[Exercise] Where a line of the listing below includes the word "Hickory", reproduce that line.

┌──

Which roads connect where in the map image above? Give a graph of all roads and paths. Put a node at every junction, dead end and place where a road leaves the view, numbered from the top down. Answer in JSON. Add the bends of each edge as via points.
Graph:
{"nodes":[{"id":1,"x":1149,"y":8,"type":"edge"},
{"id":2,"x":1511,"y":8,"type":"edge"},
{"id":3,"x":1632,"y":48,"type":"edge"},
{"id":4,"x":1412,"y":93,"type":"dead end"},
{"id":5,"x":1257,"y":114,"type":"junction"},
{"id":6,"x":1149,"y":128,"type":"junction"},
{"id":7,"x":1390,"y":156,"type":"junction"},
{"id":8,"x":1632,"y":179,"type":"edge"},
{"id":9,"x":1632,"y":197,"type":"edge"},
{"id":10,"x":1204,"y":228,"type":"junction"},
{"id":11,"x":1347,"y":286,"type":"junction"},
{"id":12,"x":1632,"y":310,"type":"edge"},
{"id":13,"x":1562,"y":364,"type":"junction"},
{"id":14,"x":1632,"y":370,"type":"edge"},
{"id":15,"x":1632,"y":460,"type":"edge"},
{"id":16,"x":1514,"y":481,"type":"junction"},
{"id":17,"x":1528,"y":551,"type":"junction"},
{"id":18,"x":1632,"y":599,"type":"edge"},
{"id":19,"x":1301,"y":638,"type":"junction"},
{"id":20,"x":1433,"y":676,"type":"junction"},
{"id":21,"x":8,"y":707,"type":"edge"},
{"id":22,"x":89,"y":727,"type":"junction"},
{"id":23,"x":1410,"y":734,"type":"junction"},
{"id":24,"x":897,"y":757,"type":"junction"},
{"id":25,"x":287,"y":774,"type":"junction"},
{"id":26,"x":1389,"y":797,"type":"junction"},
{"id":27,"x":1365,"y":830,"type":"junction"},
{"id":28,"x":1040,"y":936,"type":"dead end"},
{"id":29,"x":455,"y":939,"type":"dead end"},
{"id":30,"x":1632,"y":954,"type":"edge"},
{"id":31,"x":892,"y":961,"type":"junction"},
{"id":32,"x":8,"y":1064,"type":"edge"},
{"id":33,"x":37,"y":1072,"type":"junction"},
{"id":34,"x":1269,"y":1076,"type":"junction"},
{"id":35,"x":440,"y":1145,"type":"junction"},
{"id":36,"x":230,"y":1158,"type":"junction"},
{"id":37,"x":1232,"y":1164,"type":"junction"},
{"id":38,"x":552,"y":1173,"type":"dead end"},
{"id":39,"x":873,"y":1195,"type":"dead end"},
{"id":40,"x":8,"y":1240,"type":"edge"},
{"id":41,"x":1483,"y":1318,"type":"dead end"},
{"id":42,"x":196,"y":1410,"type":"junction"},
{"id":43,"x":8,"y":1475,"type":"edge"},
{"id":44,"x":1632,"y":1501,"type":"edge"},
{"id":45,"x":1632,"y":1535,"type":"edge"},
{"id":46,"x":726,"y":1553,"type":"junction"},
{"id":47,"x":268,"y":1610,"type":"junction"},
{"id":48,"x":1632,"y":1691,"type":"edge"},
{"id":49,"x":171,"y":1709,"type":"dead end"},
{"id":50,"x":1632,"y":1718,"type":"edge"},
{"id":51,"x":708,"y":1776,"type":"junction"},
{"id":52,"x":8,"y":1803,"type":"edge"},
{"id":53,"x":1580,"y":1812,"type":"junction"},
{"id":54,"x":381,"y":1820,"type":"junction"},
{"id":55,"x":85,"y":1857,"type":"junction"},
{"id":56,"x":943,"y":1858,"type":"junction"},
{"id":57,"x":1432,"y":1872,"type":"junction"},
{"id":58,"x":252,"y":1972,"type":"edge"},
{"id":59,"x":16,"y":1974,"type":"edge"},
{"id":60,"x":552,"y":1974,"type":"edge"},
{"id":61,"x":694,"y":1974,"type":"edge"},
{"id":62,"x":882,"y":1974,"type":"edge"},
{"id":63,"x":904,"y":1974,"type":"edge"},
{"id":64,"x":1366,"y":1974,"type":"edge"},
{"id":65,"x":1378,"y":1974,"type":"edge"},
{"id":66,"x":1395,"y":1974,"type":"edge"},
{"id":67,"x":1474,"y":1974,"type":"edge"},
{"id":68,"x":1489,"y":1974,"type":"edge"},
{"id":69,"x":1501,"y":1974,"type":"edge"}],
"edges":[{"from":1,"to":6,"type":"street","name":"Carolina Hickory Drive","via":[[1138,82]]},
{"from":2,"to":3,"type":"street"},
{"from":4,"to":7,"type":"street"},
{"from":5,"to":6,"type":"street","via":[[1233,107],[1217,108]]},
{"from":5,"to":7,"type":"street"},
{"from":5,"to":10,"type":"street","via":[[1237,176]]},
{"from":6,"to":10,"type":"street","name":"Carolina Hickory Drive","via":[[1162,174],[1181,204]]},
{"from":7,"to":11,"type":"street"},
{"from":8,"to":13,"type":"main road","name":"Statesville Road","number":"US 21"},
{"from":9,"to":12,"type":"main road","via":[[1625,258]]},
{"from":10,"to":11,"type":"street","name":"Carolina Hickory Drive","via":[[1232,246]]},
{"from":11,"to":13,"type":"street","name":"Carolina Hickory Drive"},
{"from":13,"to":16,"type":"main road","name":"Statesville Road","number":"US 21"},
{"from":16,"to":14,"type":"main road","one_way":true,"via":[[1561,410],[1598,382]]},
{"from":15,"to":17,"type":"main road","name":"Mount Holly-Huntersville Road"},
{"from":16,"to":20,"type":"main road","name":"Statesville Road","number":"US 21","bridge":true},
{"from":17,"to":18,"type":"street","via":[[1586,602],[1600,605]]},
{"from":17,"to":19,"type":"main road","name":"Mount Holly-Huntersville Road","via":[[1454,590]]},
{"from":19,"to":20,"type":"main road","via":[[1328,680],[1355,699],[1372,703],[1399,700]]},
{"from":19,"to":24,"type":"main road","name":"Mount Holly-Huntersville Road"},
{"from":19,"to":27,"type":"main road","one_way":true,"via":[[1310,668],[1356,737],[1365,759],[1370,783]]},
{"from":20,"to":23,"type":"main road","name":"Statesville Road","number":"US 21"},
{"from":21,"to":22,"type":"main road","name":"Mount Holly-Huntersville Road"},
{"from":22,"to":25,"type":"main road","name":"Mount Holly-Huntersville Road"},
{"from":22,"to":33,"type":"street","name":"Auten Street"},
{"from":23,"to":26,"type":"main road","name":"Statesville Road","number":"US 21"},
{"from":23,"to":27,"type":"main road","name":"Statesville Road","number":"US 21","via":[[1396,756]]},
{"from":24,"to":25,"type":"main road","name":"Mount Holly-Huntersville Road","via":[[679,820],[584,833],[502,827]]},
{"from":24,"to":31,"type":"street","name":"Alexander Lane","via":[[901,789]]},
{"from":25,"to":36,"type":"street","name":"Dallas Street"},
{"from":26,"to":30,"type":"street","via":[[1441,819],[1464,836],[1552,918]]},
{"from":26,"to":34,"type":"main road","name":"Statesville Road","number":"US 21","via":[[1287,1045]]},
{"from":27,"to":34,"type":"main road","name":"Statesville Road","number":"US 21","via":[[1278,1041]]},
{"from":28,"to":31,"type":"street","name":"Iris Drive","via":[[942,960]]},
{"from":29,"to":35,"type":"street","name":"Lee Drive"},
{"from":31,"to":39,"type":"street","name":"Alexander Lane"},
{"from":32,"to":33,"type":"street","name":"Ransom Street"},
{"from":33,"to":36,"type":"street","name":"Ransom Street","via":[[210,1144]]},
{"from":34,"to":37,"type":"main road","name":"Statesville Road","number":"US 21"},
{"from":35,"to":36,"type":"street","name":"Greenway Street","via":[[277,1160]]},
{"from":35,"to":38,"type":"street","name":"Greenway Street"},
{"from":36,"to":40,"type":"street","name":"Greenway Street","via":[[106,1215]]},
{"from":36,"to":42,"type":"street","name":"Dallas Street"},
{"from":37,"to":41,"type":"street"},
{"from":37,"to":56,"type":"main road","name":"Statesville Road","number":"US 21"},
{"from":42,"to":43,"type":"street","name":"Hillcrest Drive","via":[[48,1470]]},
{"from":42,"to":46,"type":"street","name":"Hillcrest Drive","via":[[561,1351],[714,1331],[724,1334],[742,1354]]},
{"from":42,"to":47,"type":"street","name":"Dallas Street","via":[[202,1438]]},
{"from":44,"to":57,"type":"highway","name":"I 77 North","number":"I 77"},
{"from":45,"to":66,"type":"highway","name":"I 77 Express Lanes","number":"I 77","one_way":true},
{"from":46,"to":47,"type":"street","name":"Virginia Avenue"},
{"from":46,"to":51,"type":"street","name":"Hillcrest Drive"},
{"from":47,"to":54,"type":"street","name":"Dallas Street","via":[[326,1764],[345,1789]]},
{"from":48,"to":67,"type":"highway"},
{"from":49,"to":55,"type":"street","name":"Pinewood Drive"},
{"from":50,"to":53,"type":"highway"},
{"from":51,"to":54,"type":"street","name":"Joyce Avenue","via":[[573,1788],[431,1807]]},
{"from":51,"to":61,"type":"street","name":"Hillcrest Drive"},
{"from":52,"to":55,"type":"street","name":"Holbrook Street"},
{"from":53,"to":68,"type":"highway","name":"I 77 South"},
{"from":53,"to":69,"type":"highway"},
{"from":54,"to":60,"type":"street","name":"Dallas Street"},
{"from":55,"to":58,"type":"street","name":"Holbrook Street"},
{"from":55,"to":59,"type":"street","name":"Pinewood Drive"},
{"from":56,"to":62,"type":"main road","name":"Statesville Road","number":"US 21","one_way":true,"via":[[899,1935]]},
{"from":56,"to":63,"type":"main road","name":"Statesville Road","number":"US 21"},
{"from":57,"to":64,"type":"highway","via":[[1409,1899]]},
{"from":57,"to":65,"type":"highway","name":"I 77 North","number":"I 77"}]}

└──

[Finished task]
"edges":[{"from":1,"to":6,"type":"street","name":"Carolina Hickory Drive","via":[[1138,82]]},
{"from":6,"to":10,"type":"street","name":"Carolina Hickory Drive","via":[[1162,174],[1181,204]]},
{"from":10,"to":11,"type":"street","name":"Carolina Hickory Drive","via":[[1232,246]]},
{"from":11,"to":13,"type":"street","name":"Carolina Hickory Drive"},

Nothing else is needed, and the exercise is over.